Wednesday, March 9, 2011

Courir du Mardi Gras

We all gathered for a 7AM departure to caravan to Church Point for the 50th annual Mardi Gras Chicken Run (Courir). Everyone at Betty's was invited to Mr. Johnny Stanford's farm to watch this traditional Cajun celebration. This custom dates back to the Middle Ages and is a tradition carried on by the Cajuns. Back then the poor would dress in strange costumes to mock the aristocrats while traveling from farm to farm collecting food and money.

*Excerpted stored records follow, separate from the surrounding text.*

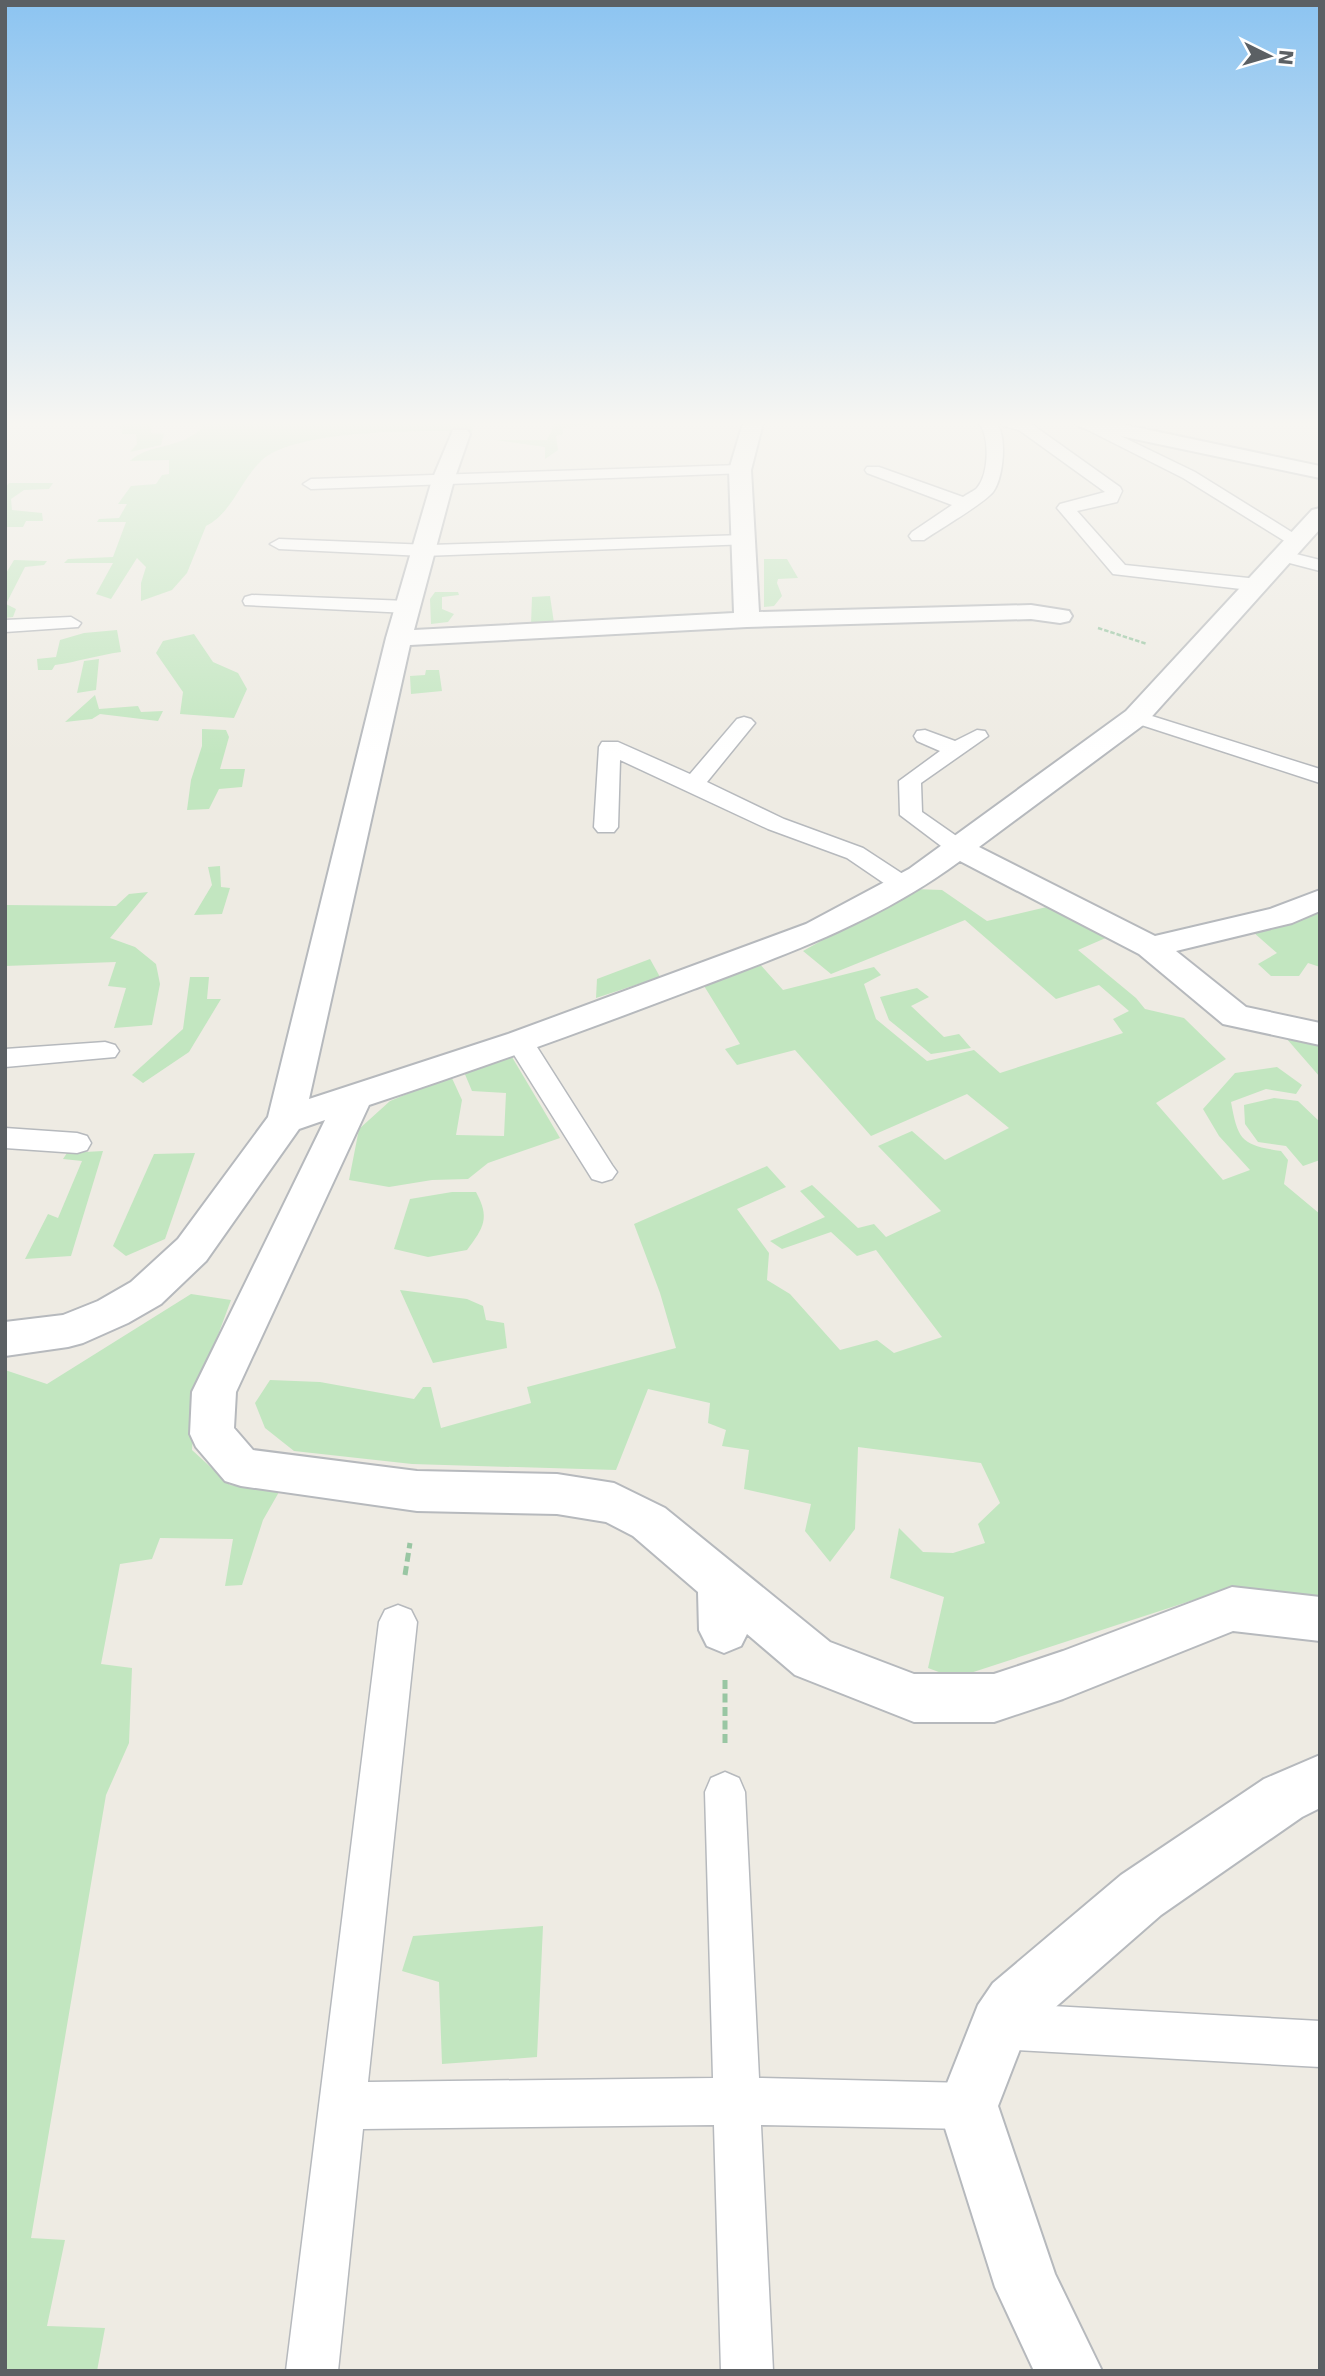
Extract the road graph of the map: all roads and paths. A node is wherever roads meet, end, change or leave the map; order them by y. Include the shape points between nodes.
1 (428, 534) edge
2 (744, 534) edge
3 (921, 534) edge
4 (1088, 534) edge
5 (1270, 534) edge
6 (1304, 534) edge
7 (918, 536) dead end
8 (744, 540) junction
9 (279, 544) dead end
10 (1291, 549) junction
11 (424, 550) junction
12 (1320, 566) edge
13 (1258, 585) junction
14 (252, 601) dead end
15 (408, 607) junction
16 (1060, 615) joint
17 (747, 620) junction
18 (71, 623) dead end
19 (5, 626) edge
20 (399, 638) junction
21 (1191, 658) junction
22 (1136, 717) junction
23 (744, 723) dead end
24 (925, 736) dead end
25 (977, 736) dead end
26 (956, 750) junction
27 (1320, 776) edge
28 (694, 785) junction
29 (606, 827) dead end
30 (957, 847) junction
31 (903, 885) junction
32 (1320, 899) edge
33 (1151, 947) junction
34 (1320, 1034) edge
35 (520, 1042) junction
36 (105, 1051) dead end
37 (5, 1058) edge
38 (354, 1098) junction
39 (286, 1120) junction
40 (5, 1138) edge
41 (78, 1143) dead end
42 (602, 1172) dead end
43 (5, 1339) edge
44 (416, 1506) junction
45 (723, 1608) junction
46 (1320, 1619) edge
47 (398, 1622) joint
48 (1320, 1781) edge
49 (725, 1792) joint
50 (999, 2026) junction
51 (1320, 2044) edge
52 (737, 2101) junction
53 (344, 2106) junction
54 (968, 2106) junction
55 (312, 2371) edge
56 (747, 2371) edge
57 (1069, 2371) edge

1 - 11 street
2 - 8 street
3 - 7 lane
4 - 13 lane via 1119,570
5 - 10 lane
6 - 10 street
8 - 11 lane
8 - 17 street
9 - 11 lane
10 - 12 lane
10 - 13 street
11 - 15 street
13 - 21 street
14 - 15 lane
15 - 20 street
16 - 17 street
16 - 21 path
17 - 20 street
18 - 19 lane
20 - 39 street
21 - 22 street
22 - 27 lane
22 - 30 street
23 - 28 lane
24 - 26 lane
25 - 26 lane
26 - 30 lane via 909,781 911,815
28 - 29 lane via 610,747
28 - 31 lane via 776,824 855,853
30 - 31 street
30 - 33 street
31 - 35 street via 817,930
32 - 33 street via 1281,916
33 - 34 street via 1235,1016
35 - 38 street
35 - 42 lane
36 - 37 lane
38 - 39 street
38 - 44 street via 214,1392 212,1434 241,1467
39 - 43 street via 192,1250 146,1293 68,1331
40 - 41 lane
44 - 45 street via 557,1494 614,1503 649,1522
44 - 47 path
45 - 46 street via 813,1659 914,1698 994,1698 1232,1609
45 - 49 path
47 - 53 lane
48 - 50 street via 1283,1798 1141,1895 1013,2004
49 - 52 lane
50 - 51 lane
50 - 54 street
52 - 53 lane
52 - 54 lane
52 - 56 lane
53 - 55 lane
54 - 57 street via 1027,2287

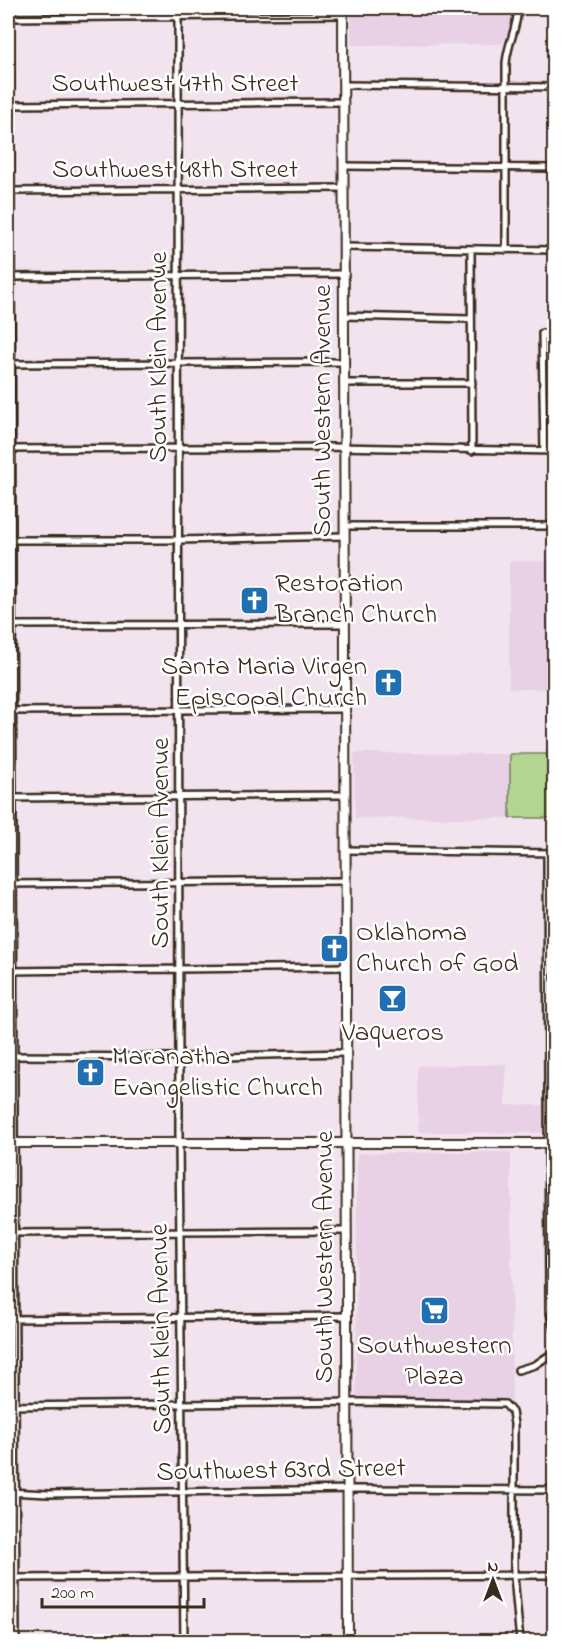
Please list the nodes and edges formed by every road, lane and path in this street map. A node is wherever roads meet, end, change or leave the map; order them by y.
1 (10, 8) edge
2 (178, 8) edge
3 (518, 8) edge
4 (343, 11) edge
5 (179, 17) junction
6 (9, 18) edge
7 (343, 85) junction
8 (506, 87) junction
9 (555, 87) edge
10 (343, 102) junction
11 (178, 103) junction
12 (9, 105) edge
13 (343, 166) junction
14 (555, 168) edge
15 (506, 169) junction
16 (343, 188) junction
17 (179, 190) junction
18 (9, 191) edge
19 (343, 247) junction
20 (471, 249) junction
21 (506, 250) junction
22 (555, 250) edge
23 (343, 274) junction
24 (179, 276) junction
25 (9, 277) edge
26 (343, 316) junction
27 (471, 319) junction
28 (555, 333) edge
29 (343, 362) junction
30 (179, 363) junction
31 (9, 364) edge
32 (343, 383) junction
33 (472, 383) junction
34 (344, 448) junction
35 (10, 449) edge
36 (179, 449) junction
37 (472, 451) junction
38 (544, 451) junction
39 (555, 451) edge
40 (344, 526) junction
41 (555, 526) edge
42 (344, 536) junction
43 (10, 540) edge
44 (180, 540) junction
45 (344, 624) junction
46 (9, 625) edge
47 (179, 625) junction
48 (344, 709) junction
49 (9, 711) edge
50 (181, 711) junction
51 (345, 795) junction
52 (10, 798) edge
53 (180, 798) junction
54 (345, 850) junction
55 (547, 853) junction
56 (555, 853) edge
57 (179, 881) junction
58 (345, 881) junction
59 (10, 884) edge
60 (345, 967) junction
61 (10, 970) edge
62 (181, 970) junction
63 (345, 1053) junction
64 (10, 1056) edge
65 (552, 1057) edge
66 (181, 1058) junction
67 (179, 1142) junction
68 (345, 1142) junction
69 (10, 1143) edge
70 (551, 1143) edge
71 (551, 1230) edge
72 (346, 1231) junction
73 (181, 1232) junction
74 (11, 1233) edge
75 (346, 1316) junction
76 (181, 1317) junction
77 (8, 1319) edge
78 (15, 1319) junction
79 (555, 1329) edge
80 (555, 1352) edge
81 (518, 1370) dead end
82 (183, 1402) junction
83 (347, 1402) junction
84 (11, 1406) edge
85 (347, 1489) junction
86 (512, 1489) junction
87 (555, 1490) edge
88 (182, 1491) junction
89 (8, 1492) edge
90 (16, 1492) junction
91 (348, 1575) junction
92 (555, 1575) edge
93 (514, 1576) junction
94 (8, 1578) edge
95 (15, 1578) junction
96 (184, 1578) junction
97 (16, 1641) edge
98 (184, 1641) edge
99 (348, 1641) edge
100 (520, 1641) edge

1 - 6 street
2 - 5 street, South Klein Avenue
3 - 8 street
4 - 5 street
4 - 7 main road, South Western Avenue
5 - 6 street
5 - 11 street, South Klein Avenue
6 - 12 street
7 - 8 street
7 - 10 main road, South Western Avenue
8 - 9 street
8 - 15 street
10 - 11 street, Southwest 47th Street
10 - 13 main road, South Western Avenue
11 - 12 street, Southwest 47th Street
11 - 17 street, South Klein Avenue
12 - 18 street
13 - 15 street
13 - 16 main road, South Western Avenue
14 - 15 street
15 - 21 street
16 - 17 street, Southwest 48th Street
16 - 19 main road, South Western Avenue
17 - 18 street, Southwest 48th Street
17 - 24 street, South Klein Avenue
18 - 25 street
19 - 20 street
19 - 23 main road, South Western Avenue
20 - 21 street
20 - 27 street
21 - 22 street
23 - 24 street
23 - 26 main road, South Western Avenue
24 - 25 street
24 - 30 street, South Klein Avenue
25 - 31 street
26 - 27 street
26 - 29 main road, South Western Avenue
27 - 33 street
28 - 38 street
29 - 30 street
29 - 32 main road, South Western Avenue
30 - 31 street
30 - 36 street, South Klein Avenue
31 - 35 street
32 - 33 street
32 - 34 main road, South Western Avenue
33 - 37 street
34 - 36 street
34 - 37 street
34 - 40 main road, South Western Avenue
35 - 36 street
35 - 43 street
36 - 44 street, South Klein Avenue
37 - 38 street
38 - 39 street
40 - 41 street
40 - 42 main road, South Western Avenue
42 - 44 street
42 - 45 main road, South Western Avenue
43 - 44 street
43 - 46 street
44 - 47 street, South Klein Avenue
45 - 47 street
45 - 48 main road, South Western Avenue
46 - 47 street
46 - 49 street
47 - 50 street, South Klein Avenue
48 - 50 street
48 - 51 main road, South Western Avenue
49 - 50 street
49 - 52 street
50 - 53 street, South Klein Avenue
51 - 53 street
51 - 54 main road, South Western Avenue
52 - 53 street
52 - 59 street
53 - 57 street, South Klein Avenue
54 - 55 street
54 - 58 main road, South Western Avenue
55 - 56 street
55 - 65 street
57 - 58 street
57 - 59 street
57 - 62 street, South Klein Avenue
58 - 60 main road, South Western Avenue
59 - 61 street
60 - 62 street
60 - 63 main road, South Western Avenue
61 - 62 street
61 - 64 street
62 - 66 street, South Klein Avenue
63 - 66 street
63 - 68 main road, South Western Avenue
64 - 66 street
64 - 69 street
65 - 70 street
66 - 67 street, South Klein Avenue
67 - 68 main road
67 - 69 main road
67 - 73 street, South Klein Avenue
68 - 70 main road
68 - 72 main road, South Western Avenue
69 - 74 street
70 - 71 street
71 - 79 street
72 - 73 street
72 - 75 main road, South Western Avenue
73 - 74 street
73 - 76 street, South Klein Avenue
74 - 78 street
75 - 76 street
75 - 83 main road, South Western Avenue
76 - 78 street
76 - 82 street, South Klein Avenue
77 - 78 street
78 - 84 street
80 - 81 street
82 - 83 street
82 - 84 street
82 - 88 street, South Klein Avenue
83 - 85 main road, South Western Avenue
83 - 86 street
84 - 90 street
85 - 86 street, Southwest 63rd Street
85 - 88 street, Southwest 63rd Street
85 - 91 main road, South Western Avenue
86 - 87 street, Southwest 63rd Street
86 - 93 street
88 - 90 street, Southwest 63rd Street
88 - 96 street, South Klein Avenue
89 - 90 street, Southwest 63rd Street
90 - 95 street
91 - 93 street
91 - 96 street
91 - 99 main road, South Western Avenue
92 - 93 street
93 - 100 street
94 - 95 street
95 - 96 street
95 - 97 street
96 - 98 street, South Klein Avenue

Top, the group from Betty's settles in and do what we do best, eat and drink, while we waited for the fun revelers to arrive Bottom left, Wendell, the master chef for the day, brought his grill, ribs and pork chops while others contributed sausage, shrimp, hot dogs and boudin. Middle, CeCe, Irene and Lori show off their hats. Right, Nanc discovering that you can drink wine for breakfast.

As part of the Chicken Run tradition the Captain arrives on horseback and asks the owner, Mr. Stanford, for permission to come on his property to gather chickens for the end of the run gumbo.

The "chicken chasers" arrived by the wagon load around 11AM. They had been at it (chasing chickens and drinking) since 6AM and had already been to several farms. This added to the craziness of the whole affair.

They wear colorful fringed costumes, wire mesh masks and pointed hats called capuchons. Many show their disdain for the rich by NOT wearing the traditional green, purple and gold. Middle bottom is a beggar asking for money to help pay for the meal.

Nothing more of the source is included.